« Luc-André Rey est
un poète de rue, un passeur à travers le monde, en marge
du monde, hors du monde, dedans dehors soi-même, indiscernable,
anonyme.
Il aimerait publier ses textes sans les signer…
Il laisse tomber les mots de ses poches, ne pensant même pas
qu’ils puissent être signes de reconnaissance
pour des promeneurs autres.
Se définit-il lui-même ? Oui, justement, comme un autre…

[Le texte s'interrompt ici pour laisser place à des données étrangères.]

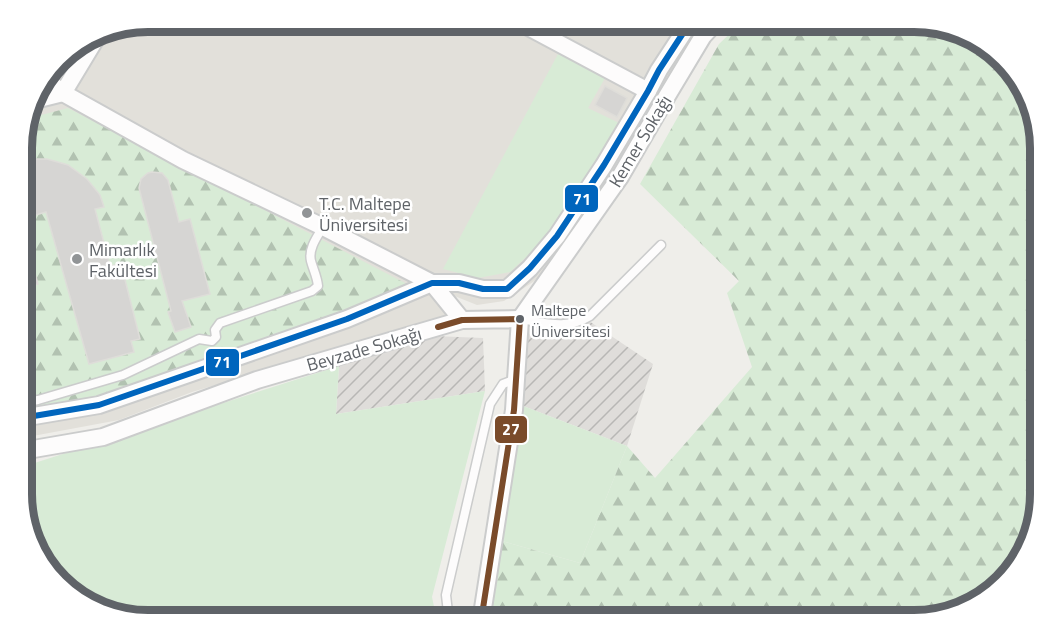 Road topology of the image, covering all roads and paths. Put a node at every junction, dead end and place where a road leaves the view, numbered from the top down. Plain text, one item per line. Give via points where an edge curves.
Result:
1 (537, 32) edge
2 (559, 32) edge
3 (684, 32) edge
4 (707, 32) edge
5 (554, 41) junction
6 (92, 45) edge
7 (51, 83) edge
8 (648, 91) junction
9 (63, 93) junction
10 (42, 98) edge
11 (322, 227) junction
12 (661, 245) dead end
13 (432, 283) junction
14 (520, 319) junction
15 (462, 320) junction
16 (516, 379) junction
17 (31, 401) edge
18 (31, 416) edge
19 (31, 449) edge
20 (448, 610) edge
21 (483, 610) edge

1 - 5 street
2 - 5 lane
3 - 8 street
4 - 14 street, Kemer Sokağı via 620,177
5 - 8 street
6 - 9 street
7 - 9 street
8 - 13 street via 557,236 507,289
9 - 10 street
9 - 11 street via 183,160
11 - 13 street
11 - 17 lane via 310,252 318,286 312,291 220,323 212,341 199,339 123,375
12 - 14 lane via 582,321 559,325
13 - 15 street
13 - 18 street via 347,319 99,405
14 - 15 street, Beyzade Sokağı
14 - 16 street
15 - 19 street, Beyzade Sokağı via 257,380 103,436
16 - 20 lane via 503,384 490,404 446,595
16 - 21 street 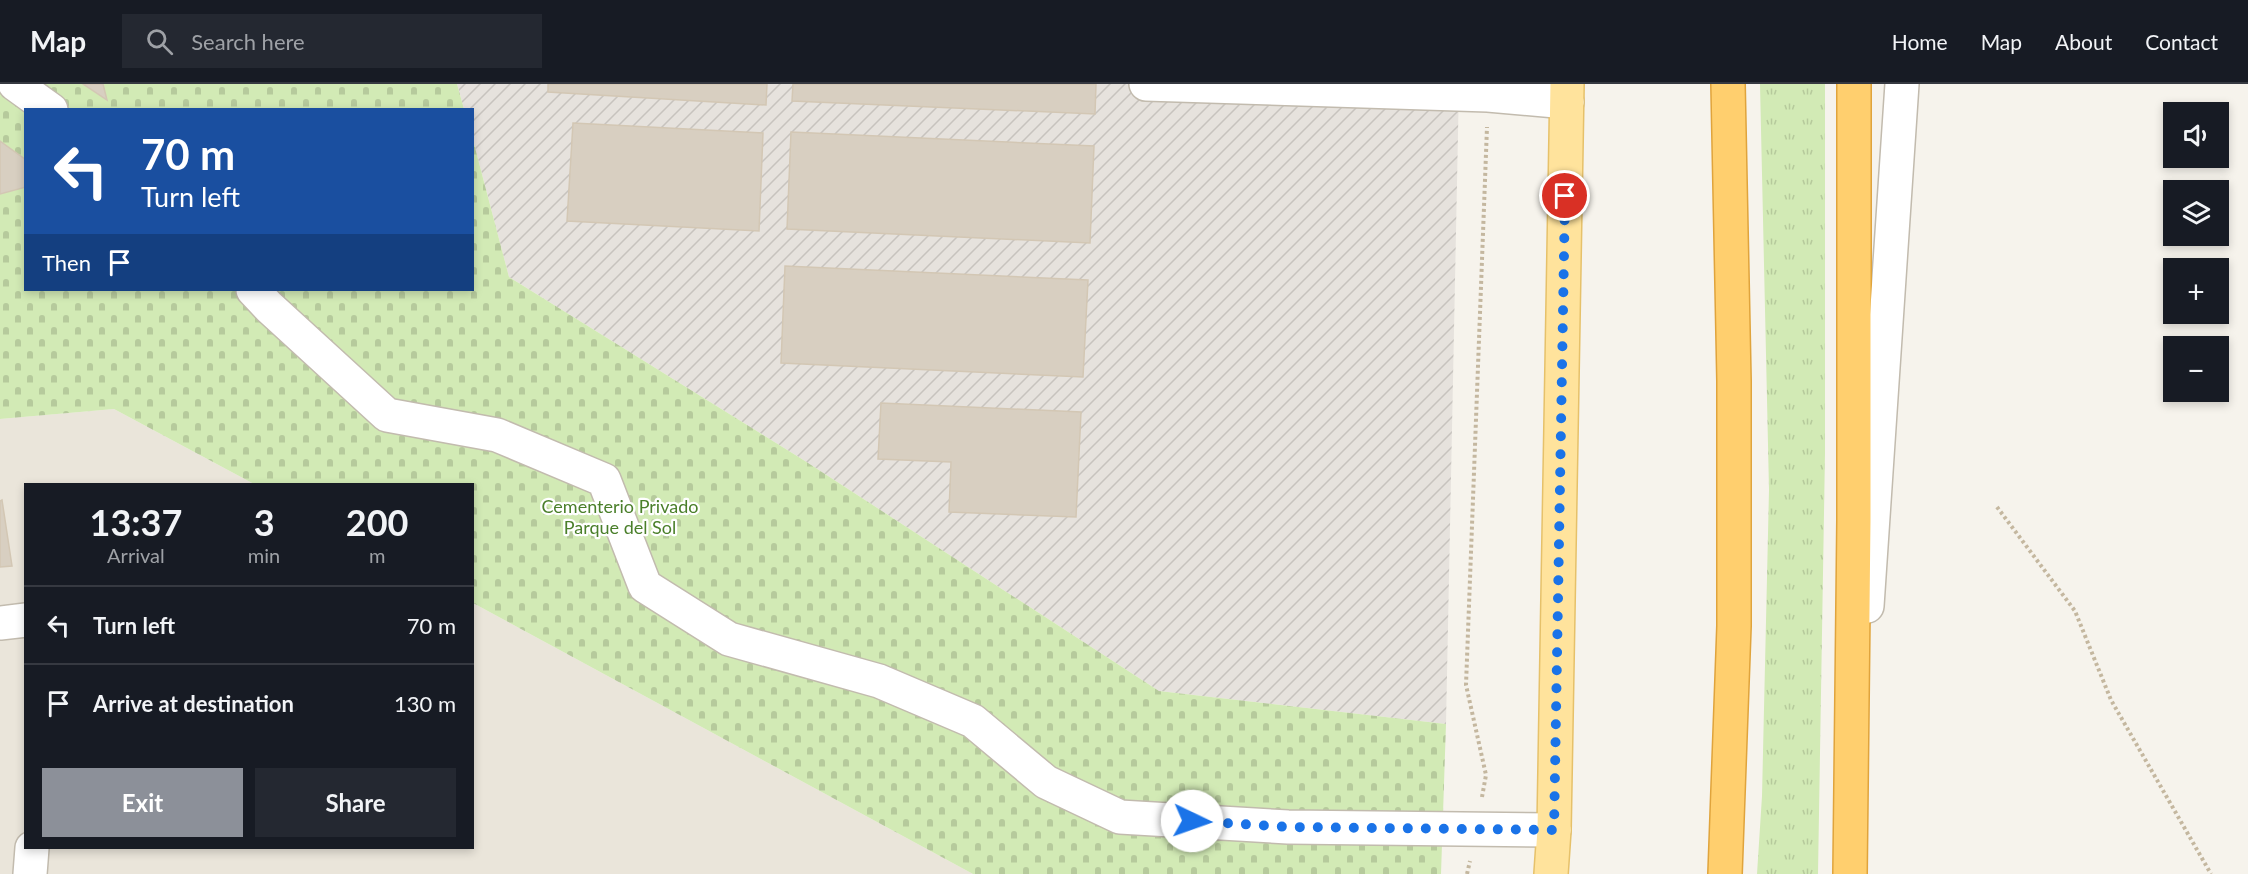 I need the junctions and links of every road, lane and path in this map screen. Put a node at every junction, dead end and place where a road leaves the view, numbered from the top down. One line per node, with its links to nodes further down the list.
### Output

" Il ne vit pas l'écriture
comme une fin en
soi (ni rien d'autre d'ailleurs.)
Il n'a pas l'ambition de ‘laisser une œuvre’ (il n'a en fait aucune
ambition). Il va les mots comme quelques équations
mathématiques,
comme ses pas un désert, comme ses pas nos cités;
l'ivresse où la seule chose où nous sommes vivants : ce
qui est dans l'instant."
(extrait de son
auto-présentation sur le site de la Maison
de poésie
d’Amay) (Lien 2)
Et en guise de biographie ? Un autre
poème…
*
il sourit
il est content
qu’importe ce qui arrive autour de lui sourit
car là
où il sourit
il n’arrive plus rien le monde est ce qu’il est
il sourit
Il ne reste donc rien à dire, sinon vous inviter
à lire,
en vous glissant entre les couches superposées d’une
écriture foisonnante de silences et d’interstices fertiles.
»
*
Ce tout petit texte,
je l’avais préparé en guise de préface à un
recueil inédit de Luc-André Rey,
intitulé Palimpsestes, qui devait
paraître à l’automne 2015. Il m’avait donné le feu
vert le 22 juin sur la toute
dernière version à soumettre à l’éditeur,
mais sans la préface… qui le
gênait : il disait qu’il fallait laisser le lecteur
accéder directement
aux textes, ce sont eux qui comptent, l’auteur, on s’en fout…
Je savais
depuis qu’on a fait connaissance, au lendemain même du lancement
de l’appel à
poèmes pour Haïti en janvier 2010, lorsqu’il a
répondu en proposant de monter
un site d’accueil des textes sur Internet – ce qu’il a fait dans les
deux-trois
jours suivants –, je savais depuis nos échanges par email
à cette époque-là,
qu’il n’aimait pas parler de lui, ni même signer ses textes… il
aurait souhaité
qu’ils soient publiés sous la signature
« Anonyme »...
Alors, aujourd’hui
encore, toujours pas de biographie ! Voilà seulement ce
qu’il dit de
lui-même le poète, dans son auto-présentation, sur
le site
des Editions
Maelström (voir lien 3)
pour la parution de son premier recueil, la rue, la
vérité, le vent, 2009)
Né
à Lausanne le 2 janvier 1960, à Piedicroce (Corse), en
octobre 2003, à Marseille le 26 février 2005, à
Saint-Cergue le 17 juillet 2008, à Hyères en septembre de
la même année, ne cesse de naître. Naître
à ce quelque chose qui l’est monde quelques mots. Et
derrière dedans ces mots ce qui nous est ce monde : ENSEMBLE.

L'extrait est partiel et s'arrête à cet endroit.